Alopecia areata(AA) is an autoimmune disease that results in non scarring alopecia. Since it is an autoimmune disease, most treatments depend on immune modulating medications .
Pasricha et al  evaluated the effectiveness of oral mini pulse of betamethasone (5 mg daily for 2 consecutive days per week) in an 8 year old girl with alopecia totalis. Regrowth of hair on the entire scalp was reported in 3 months.
In the study of Sharma et al , 30 patients with extensive alopecia areata were treated with oral betamethasone (5 mg daily for 2 consecutive days per week) for 12 weeks. Complete to excellent hair regrowth was seen in 63.3% of the patients ,but in 20% of patients no hair growth was observed. In another research, 75% of the patients had excellent to good response to 5mg betamethasone twice weekly .

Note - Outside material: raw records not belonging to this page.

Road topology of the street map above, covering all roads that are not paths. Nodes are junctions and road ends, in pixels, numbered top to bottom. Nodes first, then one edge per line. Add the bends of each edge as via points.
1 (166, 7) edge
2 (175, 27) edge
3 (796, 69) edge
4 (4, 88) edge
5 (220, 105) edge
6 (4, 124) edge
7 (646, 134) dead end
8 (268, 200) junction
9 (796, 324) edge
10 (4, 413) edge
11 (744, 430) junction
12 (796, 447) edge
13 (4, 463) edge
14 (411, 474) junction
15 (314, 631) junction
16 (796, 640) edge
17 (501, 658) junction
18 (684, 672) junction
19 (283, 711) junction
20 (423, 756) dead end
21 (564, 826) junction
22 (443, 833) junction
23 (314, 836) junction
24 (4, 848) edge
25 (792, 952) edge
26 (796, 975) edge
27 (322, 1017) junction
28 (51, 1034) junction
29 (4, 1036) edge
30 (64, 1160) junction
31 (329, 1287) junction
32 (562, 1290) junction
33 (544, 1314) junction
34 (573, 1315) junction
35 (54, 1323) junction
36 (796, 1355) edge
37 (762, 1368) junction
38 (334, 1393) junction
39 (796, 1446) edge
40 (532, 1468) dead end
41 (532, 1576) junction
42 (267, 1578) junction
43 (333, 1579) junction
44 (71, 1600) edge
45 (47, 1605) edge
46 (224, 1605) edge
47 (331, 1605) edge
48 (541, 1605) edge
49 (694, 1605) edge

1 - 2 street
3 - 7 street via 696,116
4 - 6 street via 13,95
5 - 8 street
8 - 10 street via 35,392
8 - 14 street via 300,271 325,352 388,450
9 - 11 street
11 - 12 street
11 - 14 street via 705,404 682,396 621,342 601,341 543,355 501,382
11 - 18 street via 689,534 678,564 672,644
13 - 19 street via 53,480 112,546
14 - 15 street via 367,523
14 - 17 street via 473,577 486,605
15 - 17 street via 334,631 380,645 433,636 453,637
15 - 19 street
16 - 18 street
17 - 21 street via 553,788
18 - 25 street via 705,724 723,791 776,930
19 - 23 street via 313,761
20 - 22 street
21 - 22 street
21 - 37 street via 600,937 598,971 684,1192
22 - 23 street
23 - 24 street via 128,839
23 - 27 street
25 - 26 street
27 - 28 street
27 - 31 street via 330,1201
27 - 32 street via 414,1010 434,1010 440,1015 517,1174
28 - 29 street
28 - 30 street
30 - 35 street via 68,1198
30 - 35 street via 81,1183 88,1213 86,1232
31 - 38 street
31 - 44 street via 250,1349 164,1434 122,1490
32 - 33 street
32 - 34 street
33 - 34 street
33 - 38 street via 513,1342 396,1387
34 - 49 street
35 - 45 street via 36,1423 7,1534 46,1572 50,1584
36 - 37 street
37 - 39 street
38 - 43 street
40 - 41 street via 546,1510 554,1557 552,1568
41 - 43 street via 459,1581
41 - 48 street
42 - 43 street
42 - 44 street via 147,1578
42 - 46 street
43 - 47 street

Bajaj et al  reported that 63.3% of cases with extensive alopecia areata responded well to oral prednisolone (30 mg daily for 3 consecutive days in a week for 6 months), while 27.3% of the patients with alopecia totalis had good to average re-growth of hair. In another report, 66.6% of 15 patients with extensive alopecia areata had excellent response while 26.6% showed good response to 5mg betamethasone on 2 consecutive days a week .
Researchers in another study assessed the effectiveness of 0.1 mg /kg betamethasone twice weekly on 15 patients; eight patients with alopecia totalis/universalis and 4 with ophiasis. Eleven patients completely responded to treatment .

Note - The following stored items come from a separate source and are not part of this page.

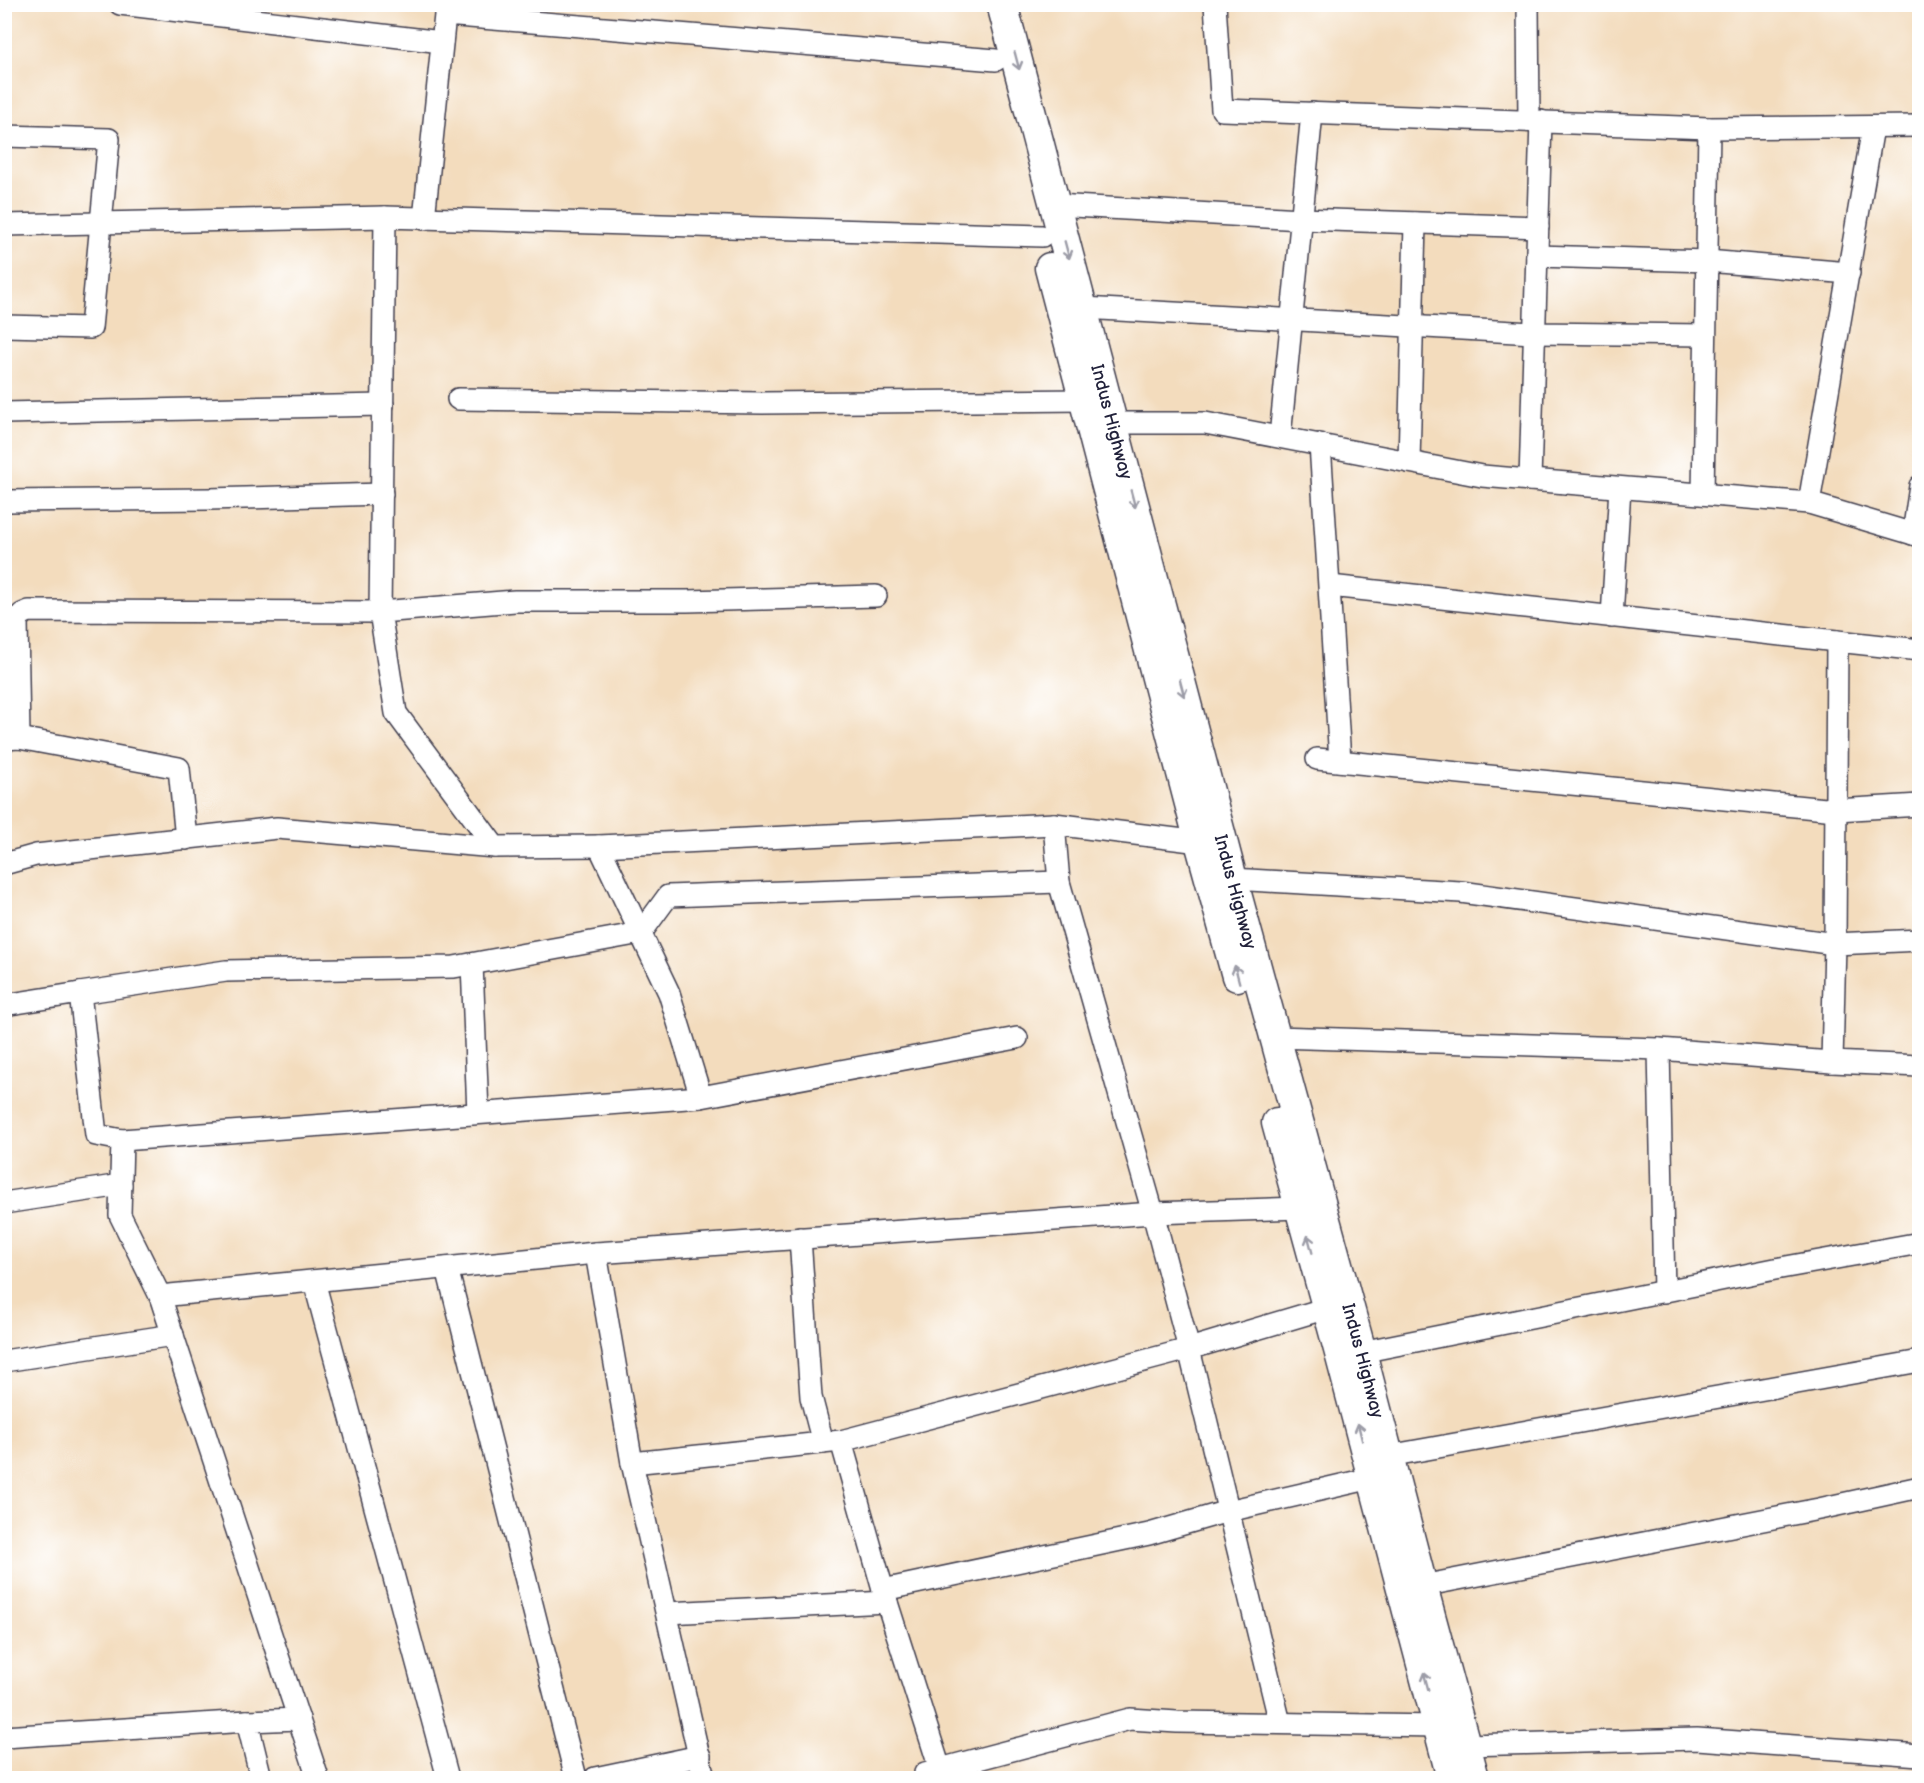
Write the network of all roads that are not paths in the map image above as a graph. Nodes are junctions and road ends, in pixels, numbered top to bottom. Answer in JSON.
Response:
{"nodes":[{"id":1,"x":120,"y":4,"type":"edge"},
{"id":2,"x":981,"y":4,"type":"edge"},
{"id":3,"x":1002,"y":4,"type":"edge"},
{"id":4,"x":1215,"y":4,"type":"edge"},
{"id":5,"x":1528,"y":4,"type":"edge"},
{"id":6,"x":442,"y":42,"type":"junction"},
{"id":7,"x":996,"y":60,"type":"junction"},
{"id":8,"x":1312,"y":113,"type":"junction"},
{"id":9,"x":1535,"y":121,"type":"junction"},
{"id":10,"x":1920,"y":126,"type":"edge"},
{"id":11,"x":1873,"y":127,"type":"junction"},
{"id":12,"x":1709,"y":128,"type":"junction"},
{"id":13,"x":4,"y":136,"type":"edge"},
{"id":14,"x":1055,"y":205,"type":"junction"},
{"id":15,"x":385,"y":218,"type":"junction"},
{"id":16,"x":424,"y":219,"type":"junction"},
{"id":17,"x":1302,"y":219,"type":"junction"},
{"id":18,"x":101,"y":223,"type":"junction"},
{"id":19,"x":1415,"y":223,"type":"junction"},
{"id":20,"x":4,"y":225,"type":"edge"},
{"id":21,"x":1538,"y":227,"type":"junction"},
{"id":22,"x":1042,"y":236,"type":"junction"},
{"id":23,"x":1537,"y":256,"type":"junction"},
{"id":24,"x":1707,"y":261,"type":"junction"},
{"id":25,"x":1849,"y":273,"type":"junction"},
{"id":26,"x":1083,"y":308,"type":"junction"},
{"id":27,"x":1291,"y":321,"type":"junction"},
{"id":28,"x":4,"y":326,"type":"edge"},
{"id":29,"x":1412,"y":327,"type":"junction"},
{"id":30,"x":1534,"y":333,"type":"junction"},
{"id":31,"x":1706,"y":335,"type":"junction"},
{"id":32,"x":458,"y":399,"type":"dead end"},
{"id":33,"x":1085,"y":400,"type":"junction"},
{"id":34,"x":383,"y":405,"type":"junction"},
{"id":35,"x":4,"y":413,"type":"edge"},
{"id":36,"x":1113,"y":423,"type":"junction"},
{"id":37,"x":1280,"y":437,"type":"junction"},
{"id":38,"x":1320,"y":444,"type":"junction"},
{"id":39,"x":1409,"y":462,"type":"junction"},
{"id":40,"x":1112,"y":464,"type":"junction"},
{"id":41,"x":1530,"y":480,"type":"junction"},
{"id":42,"x":1920,"y":486,"type":"edge"},
{"id":43,"x":1620,"y":488,"type":"junction"},
{"id":44,"x":382,"y":494,"type":"junction"},
{"id":45,"x":1703,"y":494,"type":"junction"},
{"id":46,"x":4,"y":501,"type":"edge"},
{"id":47,"x":1809,"y":503,"type":"junction"},
{"id":48,"x":1916,"y":535,"type":"edge"},
{"id":49,"x":1330,"y":586,"type":"junction"},
{"id":50,"x":876,"y":596,"type":"dead end"},
{"id":51,"x":380,"y":612,"type":"junction"},
{"id":52,"x":1612,"y":616,"type":"junction"},
{"id":53,"x":1837,"y":641,"type":"junction"},
{"id":54,"x":1920,"y":650,"type":"edge"},
{"id":55,"x":1161,"y":652,"type":"junction"},
{"id":56,"x":12,"y":739,"type":"edge"},
{"id":57,"x":1317,"y":759,"type":"dead end"},
{"id":58,"x":1340,"y":761,"type":"junction"},
{"id":59,"x":1920,"y":806,"type":"edge"},
{"id":60,"x":1836,"y":810,"type":"junction"},
{"id":61,"x":1054,"y":824,"type":"junction"},
{"id":62,"x":186,"y":839,"type":"junction"},
{"id":63,"x":1200,"y":842,"type":"junction"},
{"id":64,"x":599,"y":846,"type":"junction"},
{"id":65,"x":495,"y":847,"type":"junction"},
{"id":66,"x":4,"y":864,"type":"edge"},
{"id":67,"x":1232,"y":879,"type":"junction"},
{"id":68,"x":1059,"y":882,"type":"junction"},
{"id":69,"x":641,"y":933,"type":"junction"},
{"id":70,"x":1920,"y":940,"type":"edge"},
{"id":71,"x":1835,"y":944,"type":"junction"},
{"id":72,"x":472,"y":964,"type":"junction"},
{"id":73,"x":80,"y":993,"type":"junction"},
{"id":74,"x":4,"y":1005,"type":"edge"},
{"id":75,"x":1257,"y":1010,"type":"junction"},
{"id":76,"x":1275,"y":1037,"type":"junction"},
{"id":77,"x":1017,"y":1038,"type":"dead end"},
{"id":78,"x":1659,"y":1050,"type":"junction"},
{"id":79,"x":1832,"y":1062,"type":"junction"},
{"id":80,"x":1920,"y":1066,"type":"edge"},
{"id":81,"x":701,"y":1097,"type":"junction"},
{"id":82,"x":478,"y":1113,"type":"junction"},
{"id":83,"x":1292,"y":1135,"type":"junction"},
{"id":84,"x":122,"y":1140,"type":"junction"},
{"id":85,"x":121,"y":1185,"type":"junction"},
{"id":86,"x":4,"y":1203,"type":"edge"},
{"id":87,"x":1300,"y":1208,"type":"junction"},
{"id":88,"x":1153,"y":1213,"type":"junction"},
{"id":89,"x":800,"y":1238,"type":"junction"},
{"id":90,"x":1920,"y":1243,"type":"edge"},
{"id":91,"x":596,"y":1253,"type":"junction"},
{"id":92,"x":447,"y":1268,"type":"junction"},
{"id":93,"x":314,"y":1281,"type":"junction"},
{"id":94,"x":1664,"y":1292,"type":"junction"},
{"id":95,"x":160,"y":1296,"type":"junction"},
{"id":96,"x":1327,"y":1308,"type":"junction"},
{"id":97,"x":173,"y":1335,"type":"junction"},
{"id":98,"x":1190,"y":1349,"type":"junction"},
{"id":99,"x":1361,"y":1352,"type":"junction"},
{"id":100,"x":1920,"y":1360,"type":"edge"},
{"id":101,"x":4,"y":1361,"type":"edge"},
{"id":102,"x":832,"y":1442,"type":"junction"},
{"id":103,"x":632,"y":1463,"type":"junction"},
{"id":104,"x":1380,"y":1467,"type":"junction"},
{"id":105,"x":1920,"y":1488,"type":"edge"},
{"id":106,"x":1228,"y":1511,"type":"junction"},
{"id":107,"x":1422,"y":1586,"type":"junction"},
{"id":108,"x":885,"y":1596,"type":"junction"},
{"id":109,"x":667,"y":1612,"type":"junction"},
{"id":110,"x":299,"y":1719,"type":"junction"},
{"id":111,"x":247,"y":1720,"type":"junction"},
{"id":112,"x":1280,"y":1723,"type":"junction"},
{"id":113,"x":1438,"y":1726,"type":"junction"},
{"id":114,"x":4,"y":1737,"type":"edge"},
{"id":115,"x":1465,"y":1745,"type":"junction"},
{"id":116,"x":1920,"y":1755,"type":"edge"},
{"id":117,"x":700,"y":1756,"type":"junction"},
{"id":118,"x":933,"y":1774,"type":"edge"},
{"id":119,"x":261,"y":1779,"type":"edge"},
{"id":120,"x":318,"y":1779,"type":"edge"},
{"id":121,"x":448,"y":1779,"type":"edge"},
{"id":122,"x":576,"y":1779,"type":"edge"},
{"id":123,"x":596,"y":1779,"type":"edge"},
{"id":124,"x":704,"y":1779,"type":"edge"},
{"id":125,"x":1452,"y":1779,"type":"edge"},
{"id":126,"x":1474,"y":1779,"type":"edge"}],
"edges":[{"from":1,"to":6,"type":"street"},
{"from":2,"to":7,"type":"highway","name":"Indus Highway"},
{"from":3,"to":14,"type":"highway","name":"Indus Highway","one_way":true},
{"from":4,"to":8,"type":"street"},
{"from":5,"to":9,"type":"street"},
{"from":6,"to":7,"type":"street"},
{"from":6,"to":16,"type":"street"},
{"from":7,"to":22,"type":"highway","name":"Indus Highway"},
{"from":8,"to":9,"type":"street"},
{"from":8,"to":17,"type":"street"},
{"from":9,"to":12,"type":"street"},
{"from":9,"to":21,"type":"street"},
{"from":10,"to":11,"type":"street"},
{"from":11,"to":12,"type":"street"},
{"from":11,"to":25,"type":"street"},
{"from":12,"to":24,"type":"street"},
{"from":13,"to":18,"type":"street"},
{"from":14,"to":17,"type":"street"},
{"from":14,"to":26,"type":"highway","name":"Indus Highway","one_way":true},
{"from":15,"to":16,"type":"street"},
{"from":15,"to":18,"type":"street"},
{"from":15,"to":34,"type":"street"},
{"from":16,"to":22,"type":"street"},
{"from":17,"to":19,"type":"street"},
{"from":17,"to":27,"type":"street"},
{"from":18,"to":20,"type":"street"},
{"from":18,"to":28,"type":"street"},
{"from":19,"to":21,"type":"street"},
{"from":19,"to":29,"type":"street"},
{"from":21,"to":23,"type":"street"},
{"from":22,"to":33,"type":"highway","name":"Indus Highway"},
{"from":23,"to":24,"type":"street"},
{"from":23,"to":30,"type":"street"},
{"from":24,"to":25,"type":"street"},
{"from":24,"to":31,"type":"street"},
{"from":25,"to":47,"type":"street"},
{"from":26,"to":27,"type":"street"},
{"from":26,"to":36,"type":"highway","name":"Indus Highway"},
{"from":27,"to":29,"type":"street"},
{"from":27,"to":37,"type":"street"},
{"from":29,"to":30,"type":"street"},
{"from":29,"to":39,"type":"street"},
{"from":30,"to":31,"type":"street"},
{"from":30,"to":41,"type":"street"},
{"from":31,"to":45,"type":"street"},
{"from":32,"to":33,"type":"street"},
{"from":33,"to":40,"type":"highway","name":"Indus Highway"},
{"from":34,"to":35,"type":"street"},
{"from":34,"to":44,"type":"street"},
{"from":36,"to":37,"type":"street"},
{"from":36,"to":40,"type":"highway","name":"Indus Highway"},
{"from":37,"to":38,"type":"street"},
{"from":38,"to":39,"type":"street"},
{"from":38,"to":49,"type":"street"},
{"from":39,"to":41,"type":"street"},
{"from":40,"to":55,"type":"highway","name":"Indus Highway"},
{"from":41,"to":43,"type":"street"},
{"from":42,"to":48,"type":"street"},
{"from":43,"to":45,"type":"street"},
{"from":43,"to":52,"type":"street"},
{"from":44,"to":46,"type":"street"},
{"from":44,"to":51,"type":"street"},
{"from":45,"to":47,"type":"street"},
{"from":47,"to":48,"type":"street"},
{"from":49,"to":52,"type":"street"},
{"from":49,"to":58,"type":"street"},
{"from":50,"to":51,"type":"street"},
{"from":51,"to":56,"type":"street"},
{"from":51,"to":65,"type":"street"},
{"from":52,"to":53,"type":"street"},
{"from":53,"to":54,"type":"street"},
{"from":53,"to":60,"type":"street"},
{"from":55,"to":63,"type":"highway","name":"Indus Highway"},
{"from":55,"to":67,"type":"highway","name":"Indus Highway","one_way":true},
{"from":56,"to":62,"type":"street"},
{"from":57,"to":58,"type":"street"},
{"from":58,"to":60,"type":"street"},
{"from":59,"to":60,"type":"street"},
{"from":60,"to":71,"type":"street"},
{"from":61,"to":63,"type":"street"},
{"from":61,"to":64,"type":"street"},
{"from":61,"to":68,"type":"street"},
{"from":62,"to":65,"type":"street"},
{"from":62,"to":66,"type":"street"},
{"from":75,"to":63,"type":"highway","name":"Indus Highway","one_way":true},
{"from":64,"to":65,"type":"street"},
{"from":64,"to":69,"type":"street"},
{"from":67,"to":71,"type":"street"},
{"from":67,"to":75,"type":"highway","name":"Indus Highway"},
{"from":68,"to":69,"type":"street"},
{"from":68,"to":88,"type":"street"},
{"from":69,"to":72,"type":"street"},
{"from":69,"to":81,"type":"street"},
{"from":70,"to":71,"type":"street"},
{"from":71,"to":79,"type":"street"},
{"from":72,"to":73,"type":"street"},
{"from":72,"to":82,"type":"street"},
{"from":73,"to":74,"type":"street"},
{"from":73,"to":84,"type":"street"},
{"from":75,"to":76,"type":"highway","name":"Indus Highway"},
{"from":75,"to":83,"type":"highway","name":"Indus Highway"},
{"from":76,"to":78,"type":"street"},
{"from":76,"to":83,"type":"highway","name":"Indus Highway"},
{"from":77,"to":81,"type":"street"},
{"from":78,"to":79,"type":"street"},
{"from":78,"to":94,"type":"street"},
{"from":79,"to":80,"type":"street"},
{"from":81,"to":82,"type":"street"},
{"from":82,"to":84,"type":"street"},
{"from":83,"to":87,"type":"highway","name":"Indus Highway"},
{"from":83,"to":99,"type":"highway","name":"Indus Highway"},
{"from":84,"to":85,"type":"street"},
{"from":85,"to":86,"type":"street"},
{"from":85,"to":95,"type":"street"},
{"from":87,"to":88,"type":"street"},
{"from":96,"to":87,"type":"highway","name":"Indus Highway","one_way":true},
{"from":88,"to":89,"type":"street"},
{"from":88,"to":98,"type":"street"},
{"from":89,"to":91,"type":"street"},
{"from":89,"to":102,"type":"street"},
{"from":90,"to":94,"type":"street"},
{"from":91,"to":92,"type":"street"},
{"from":91,"to":103,"type":"street"},
{"from":92,"to":93,"type":"street"},
{"from":92,"to":122,"type":"street"},
{"from":93,"to":95,"type":"street"},
{"from":93,"to":121,"type":"street"},
{"from":94,"to":99,"type":"street"},
{"from":95,"to":97,"type":"street"},
{"from":96,"to":98,"type":"street"},
{"from":104,"to":96,"type":"highway","name":"Indus Highway","one_way":true},
{"from":97,"to":101,"type":"street"},
{"from":97,"to":110,"type":"street"},
{"from":98,"to":102,"type":"street"},
{"from":98,"to":106,"type":"street"},
{"from":99,"to":104,"type":"highway","name":"Indus Highway"},
{"from":100,"to":104,"type":"street"},
{"from":102,"to":103,"type":"street"},
{"from":102,"to":108,"type":"street"},
{"from":103,"to":109,"type":"street"},
{"from":104,"to":106,"type":"street"},
{"from":104,"to":107,"type":"highway","name":"Indus Highway"},
{"from":113,"to":104,"type":"highway","name":"Indus Highway","one_way":true},
{"from":105,"to":107,"type":"street"},
{"from":106,"to":108,"type":"street"},
{"from":106,"to":112,"type":"street"},
{"from":107,"to":115,"type":"highway","name":"Indus Highway"},
{"from":108,"to":109,"type":"street"},
{"from":108,"to":118,"type":"street"},
{"from":109,"to":117,"type":"street"},
{"from":110,"to":111,"type":"street"},
{"from":110,"to":120,"type":"street"},
{"from":111,"to":114,"type":"street"},
{"from":111,"to":119,"type":"street"},
{"from":112,"to":113,"type":"street"},
{"from":112,"to":118,"type":"street"},
{"from":113,"to":125,"type":"highway","name":"Indus Highway"},
{"from":115,"to":116,"type":"street"},
{"from":115,"to":126,"type":"highway","name":"Indus Highway"},
{"from":117,"to":123,"type":"street"},
{"from":117,"to":124,"type":"street"}]}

A 1 month-old infant with periocular haemangioma had 90% improvement of haemangioma after administration of 2 mg betamethasone twice a week for 12 weeks .
In another study, 10 patients with severe chronic urticaria treated with 16 mg methylprednisolone twice a week for 2 months showed significant improvement in terms of wheal diameters and itching sensation .
Side effects of oral mini -pulse therapy
Although corticosteroids have great effects on many autoimmune and dermatological diseases, they can cause serious problems which can happen even with short time use. Long term use of corticosteroids can cause adrenal suppression, avascular necrosis, osteoporosis and growth retardation. Since oral mini pulse is administered in intervals, fewer side effects are reported than daily use of low- dose corticosteroids.
Researchers showed that cortisol levels decreased significantly after the second dose of dexamethasone in a week, but returned to baseline range during the 5 days in which patient was off treatment so, OMP did not lead to adrenal suppression.
The most common side effect reported by researches was weight gain. Epigastric discomfort and acne flare up were other complaints. Only in one study, tinea capitis and corporis developed in 4% of patients .
In a study, prolonged hiccups after administration of the second dose of OMP (5 mg betamethasone) in a 22 year- old man was seen. In other report, severe bradycardia after administering 125 mg methylprednisolone as mini-pulse in 2 patients was seen. Bradycardia was reported previously by using methylprednisolone intravenously .
Table1. Response of LP to OMP
In the studies about the management of unstable or generalized vitiligo with OMP or low dose daily prednisolone, all studies concluded that oral mini pulse steroid therapy is useful in improving repigmentation of the lesions and can be combined with phototherapy [14-22] (Table2).
Table2. Response of vitiligo to OMP
Six studies about the management of extensive and recalcitrant alopecia were conducted. In five studies, oral betamethasone pulse improved the condition and led to hair regrowth in most patients, but oral prednisolone pulse did not have the same effect [24,28].
Table3. Response of alopecia to OMP
It has been shown that OMP can lead to improvement in trachyonychia, periocular haemangioma and urticaria in some cases. Although most of the studies are in favor of OMP, but it needs further investigations.
Based on the satisfactory results of the above studies on the treatment of recalcitrant forms of lichen planus, alopecia areata and vitiligo, it seems that dermatologists should try oral mini- pulse therapy for some patients with resistant forms of the aforementioned diseases in order to get stronger effects of steroids in a shorter time with less side effects.